Mi-STAR has been in the making for nearly a decade. It is a direct outgrowth of MiTEP (Michigan Teacher Excellence Program), a National Science Foundation-funded partnership among Michigan Tech and Grand Rapids, Kalamazoo and Jackson Public Schools. It builds on research conducted by the National Academies of Sciences and Engineering.
The project will test its reforms in the partnering public schools. If successful, Huntoon says, Mi-STAR will be a model for improving STEM education across Michigan and throughout the United States.
“We are excited to partner with Michigan Tech and the Mi-STAR team to improve STEM education in the Midland Public Schools and across the state of Michigan,” says Brian Brutyn, associate superintendent of curriculum, instruction and assessment for the Midland Public Schools. “As STEM education continues to grow in importance, we continuously seek innovative ways to achieve related institutional and student learning objectives. This initiative promises to have a sweeping impact, as it addresses the essential components of effective instruction: engaging curriculum, aligned assessments and comprehensive teacher training.”

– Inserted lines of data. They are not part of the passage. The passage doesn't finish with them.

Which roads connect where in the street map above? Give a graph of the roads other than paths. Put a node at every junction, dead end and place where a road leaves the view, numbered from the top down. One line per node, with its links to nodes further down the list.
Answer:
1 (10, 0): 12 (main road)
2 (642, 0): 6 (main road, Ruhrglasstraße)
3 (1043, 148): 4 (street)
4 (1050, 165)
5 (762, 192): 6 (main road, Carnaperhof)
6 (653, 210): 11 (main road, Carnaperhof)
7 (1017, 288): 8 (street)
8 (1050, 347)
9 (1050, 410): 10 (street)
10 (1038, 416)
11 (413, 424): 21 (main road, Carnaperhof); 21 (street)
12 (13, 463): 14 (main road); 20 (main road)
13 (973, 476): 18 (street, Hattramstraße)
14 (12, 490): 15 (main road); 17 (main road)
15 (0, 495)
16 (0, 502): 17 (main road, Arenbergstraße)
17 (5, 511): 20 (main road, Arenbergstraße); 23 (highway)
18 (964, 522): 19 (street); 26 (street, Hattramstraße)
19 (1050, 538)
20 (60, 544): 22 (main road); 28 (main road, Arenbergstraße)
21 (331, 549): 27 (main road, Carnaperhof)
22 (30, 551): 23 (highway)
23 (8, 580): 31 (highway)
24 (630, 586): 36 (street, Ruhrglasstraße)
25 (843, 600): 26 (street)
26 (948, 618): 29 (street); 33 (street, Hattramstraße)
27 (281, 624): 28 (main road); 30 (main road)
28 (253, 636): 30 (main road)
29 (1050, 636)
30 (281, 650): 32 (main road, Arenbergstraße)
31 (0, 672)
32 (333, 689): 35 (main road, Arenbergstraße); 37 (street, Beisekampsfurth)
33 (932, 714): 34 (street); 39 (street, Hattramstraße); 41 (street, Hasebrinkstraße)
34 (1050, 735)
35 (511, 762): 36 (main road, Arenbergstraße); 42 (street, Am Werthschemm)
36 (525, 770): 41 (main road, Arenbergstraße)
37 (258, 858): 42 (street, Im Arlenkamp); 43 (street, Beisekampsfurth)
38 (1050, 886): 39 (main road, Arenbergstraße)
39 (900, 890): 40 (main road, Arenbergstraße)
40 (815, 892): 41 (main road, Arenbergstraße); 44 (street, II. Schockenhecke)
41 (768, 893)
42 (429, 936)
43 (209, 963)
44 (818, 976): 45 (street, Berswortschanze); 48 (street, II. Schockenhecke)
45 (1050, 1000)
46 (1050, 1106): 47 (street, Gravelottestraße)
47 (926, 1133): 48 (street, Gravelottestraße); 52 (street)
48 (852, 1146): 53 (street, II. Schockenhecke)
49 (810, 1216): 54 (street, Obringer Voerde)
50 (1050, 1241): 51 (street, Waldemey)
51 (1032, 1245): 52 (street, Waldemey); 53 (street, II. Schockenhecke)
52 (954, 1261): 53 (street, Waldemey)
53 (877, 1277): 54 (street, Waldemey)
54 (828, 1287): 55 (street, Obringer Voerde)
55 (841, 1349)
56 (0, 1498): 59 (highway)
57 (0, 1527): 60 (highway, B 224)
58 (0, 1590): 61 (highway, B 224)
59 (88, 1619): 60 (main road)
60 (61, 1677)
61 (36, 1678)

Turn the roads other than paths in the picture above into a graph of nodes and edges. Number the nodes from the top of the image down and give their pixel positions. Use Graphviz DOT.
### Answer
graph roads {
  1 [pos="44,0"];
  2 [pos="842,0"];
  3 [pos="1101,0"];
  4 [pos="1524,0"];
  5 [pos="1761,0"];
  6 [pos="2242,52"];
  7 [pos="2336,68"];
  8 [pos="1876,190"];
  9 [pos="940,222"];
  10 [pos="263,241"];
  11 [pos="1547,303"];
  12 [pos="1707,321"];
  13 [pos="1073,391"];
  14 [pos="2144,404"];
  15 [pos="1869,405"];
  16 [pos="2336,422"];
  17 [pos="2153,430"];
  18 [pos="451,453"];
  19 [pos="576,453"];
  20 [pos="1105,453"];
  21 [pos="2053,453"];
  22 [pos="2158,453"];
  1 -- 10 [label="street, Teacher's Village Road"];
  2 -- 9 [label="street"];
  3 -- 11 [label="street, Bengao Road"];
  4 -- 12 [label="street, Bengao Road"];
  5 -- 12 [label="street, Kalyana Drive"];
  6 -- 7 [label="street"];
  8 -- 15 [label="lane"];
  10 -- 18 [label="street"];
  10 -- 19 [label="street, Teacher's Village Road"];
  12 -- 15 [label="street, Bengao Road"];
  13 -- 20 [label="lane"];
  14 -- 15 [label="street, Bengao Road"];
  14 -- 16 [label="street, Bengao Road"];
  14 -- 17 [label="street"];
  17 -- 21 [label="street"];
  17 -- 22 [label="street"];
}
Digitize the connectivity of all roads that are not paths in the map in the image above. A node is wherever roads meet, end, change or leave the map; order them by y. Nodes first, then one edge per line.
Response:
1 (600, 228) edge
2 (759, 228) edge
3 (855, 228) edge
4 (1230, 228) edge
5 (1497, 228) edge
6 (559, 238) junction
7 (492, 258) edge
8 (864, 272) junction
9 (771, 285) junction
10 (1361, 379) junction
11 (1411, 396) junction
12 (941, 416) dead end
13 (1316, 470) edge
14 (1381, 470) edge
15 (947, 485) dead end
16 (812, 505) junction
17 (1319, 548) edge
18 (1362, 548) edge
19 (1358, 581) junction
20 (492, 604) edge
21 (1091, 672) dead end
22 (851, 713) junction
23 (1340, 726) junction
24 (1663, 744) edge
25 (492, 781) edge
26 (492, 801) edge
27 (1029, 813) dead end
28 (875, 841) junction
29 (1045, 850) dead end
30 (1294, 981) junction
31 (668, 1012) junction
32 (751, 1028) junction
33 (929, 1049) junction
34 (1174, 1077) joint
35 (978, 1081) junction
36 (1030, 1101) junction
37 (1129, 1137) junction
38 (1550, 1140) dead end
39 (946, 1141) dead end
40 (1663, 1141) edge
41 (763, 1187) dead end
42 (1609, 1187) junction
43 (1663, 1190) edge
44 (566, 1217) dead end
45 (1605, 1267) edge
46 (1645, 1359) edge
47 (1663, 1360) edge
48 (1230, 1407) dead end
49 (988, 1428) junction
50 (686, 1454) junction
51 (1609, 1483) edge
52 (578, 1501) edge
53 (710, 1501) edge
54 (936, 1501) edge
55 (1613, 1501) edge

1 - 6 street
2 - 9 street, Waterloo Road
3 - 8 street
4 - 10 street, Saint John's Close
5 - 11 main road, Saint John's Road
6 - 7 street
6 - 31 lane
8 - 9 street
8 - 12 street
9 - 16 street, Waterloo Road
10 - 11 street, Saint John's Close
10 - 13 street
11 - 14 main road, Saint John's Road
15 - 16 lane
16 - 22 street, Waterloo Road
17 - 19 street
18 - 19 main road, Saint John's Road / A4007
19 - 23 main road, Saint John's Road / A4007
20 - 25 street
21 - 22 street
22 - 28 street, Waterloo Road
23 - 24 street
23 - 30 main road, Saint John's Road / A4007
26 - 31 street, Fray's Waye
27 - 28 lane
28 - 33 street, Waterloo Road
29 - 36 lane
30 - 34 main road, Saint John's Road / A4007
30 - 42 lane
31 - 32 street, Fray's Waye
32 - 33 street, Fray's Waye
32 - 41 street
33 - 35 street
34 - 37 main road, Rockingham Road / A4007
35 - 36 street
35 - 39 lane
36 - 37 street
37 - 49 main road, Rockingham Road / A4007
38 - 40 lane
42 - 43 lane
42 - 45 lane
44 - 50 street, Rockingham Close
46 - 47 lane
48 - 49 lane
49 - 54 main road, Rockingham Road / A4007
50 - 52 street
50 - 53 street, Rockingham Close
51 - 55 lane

The Michigan Department of Education (MDE) also is enthusiastic about Mi-STAR. “The Michigan Department of Education (MDE) is very excited about the potential that this project brings to our state to find ways to better align pre-service teacher training with in-service teacher practice,” says Megan Schrauben, the integrated education consultant with the MDE. “We are also greatly interested in the research findings from the integrated curriculum that will be developed and used in schools. We know that this type of instruction is what the research on student engagement and achievement calls for, and it aligns well with our goals at MDE.”
A Michigan Tech alumna herself, Schrauben earned a Master of Science in Applied Science Education and has worked with the University on previous science education projects, including MiTEP.
The Herbert H. and Grace A. Dow Foundation—established by Grace A. Dow in memory of Herbert H. Dow, the founder of The Dow Chemical Company—also sees great promise in Mi-STAR.
“Michigan Tech’s proposal aligned with our interests and had some truly unique attributes, connecting to Midland as it does and assembling a diverse team of partners to explore new ideas and learn from each other in the process,” says Macauley Whiting Jr., president of the foundation. “The University has rich expertise in STEM education and a productive history with our foundation. We are especially pleased that Michigan Tech is investing the entire amount in active programming to spur system change.”
The Mi-STAR team is excited about the opportunity to partner with the foundation to develop a new model for STEM education in the middle grades, says Huntoon. “The Herbert H. Dow and Grace A. Dow Foundation has a long history of supporting science, and we are very pleased to be collaborating with them once again.”
Michigan Technological University is a public research university, home to more than 7,000 students from 60 countries. Founded in 1885, the University offers more than 120 undergraduate and graduate degree programs in science and technology, engineering, forestry, business and economics, health professions, humanities, mathematics, and social sciences. Our campus in Michigan’s Upper Peninsula overlooks the Keweenaw Waterway and is just a few miles from Lake Superior.